Kriteria VOC ditambah dengan peningkatan penularan dan virulensi. Sehingga VOC dapat menyebabkan terjadi perubahan epidemiologi dan manifestasi klinis yang merugikan kesehatan, termasuk penurunan efektivitas pemeriksaan diagnostik, penatalaksanaan, dan vaksinasi.
Sedangkan VUM adalah varian dengan perubahan fenotipe yang diperkirakan dapat merugikan tetapi belum didukung oleh temuan epidemiologi yang signifikan. Klasifikasi varian ini tidak tetap, dapat dilakukan reklasifikasi berdasarkan pengamatan menyeluruh untuk memperoleh data yang signifikan.

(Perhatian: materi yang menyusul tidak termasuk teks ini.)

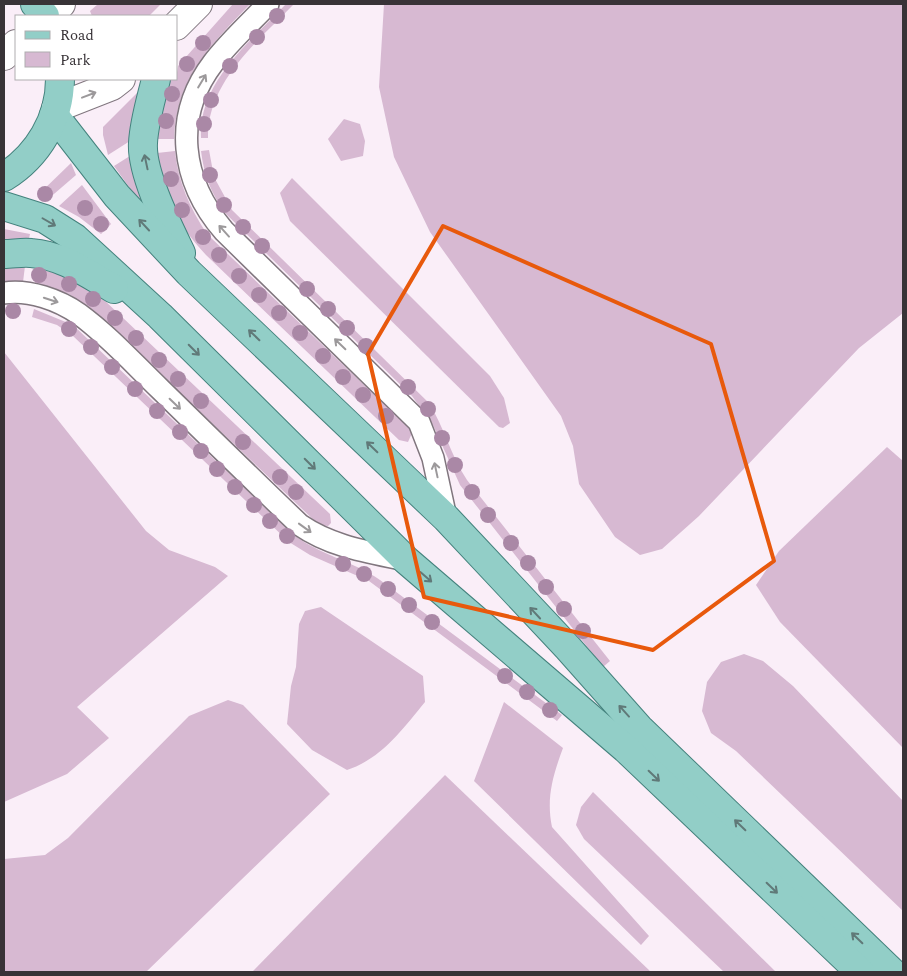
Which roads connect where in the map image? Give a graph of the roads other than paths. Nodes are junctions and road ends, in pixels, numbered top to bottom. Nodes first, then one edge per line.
1 (35, 4) edge
2 (61, 4) edge
3 (198, 4) edge
4 (268, 4) edge
5 (45, 15) edge
6 (47, 15) edge
7 (178, 24) edge
8 (15, 45) edge
9 (4, 56) edge
10 (60, 80) edge
11 (120, 80) edge
12 (156, 80) edge
13 (55, 111) junction
14 (4, 177) edge
15 (4, 206) edge
16 (4, 254) edge
17 (190, 273) junction
18 (4, 293) edge
19 (160, 316) junction
20 (446, 518) junction
21 (406, 560) junction
22 (860, 972) edge
23 (892, 972) edge

1 - 5 main road
2 - 6 main road
3 - 7 main road
20 -> 4 street
8 - 9 main road
10 - 13 main road
13 -> 11 main road
17 -> 12 main road
13 - 14 main road
17 -> 13 main road
15 -> 19 main road
16 - 19 main road
20 -> 17 main road
18 -> 21 street
19 -> 21 main road
23 -> 20 main road
21 -> 22 main road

VOI dan VOC menjadi perhatian secara global karena menyebabkan peningkatan transmisi, bahkan beberapa varian menunjukkan penurunan efektivitas terapi dengan antibodi monoklonal dan serum konvalesen. VOC memiliki dampak yang lebih buruk karena dapat mempengaruhi efektivitas metode diagnostik, morbiditas, mortalitas, dan efikasi vaksinasi.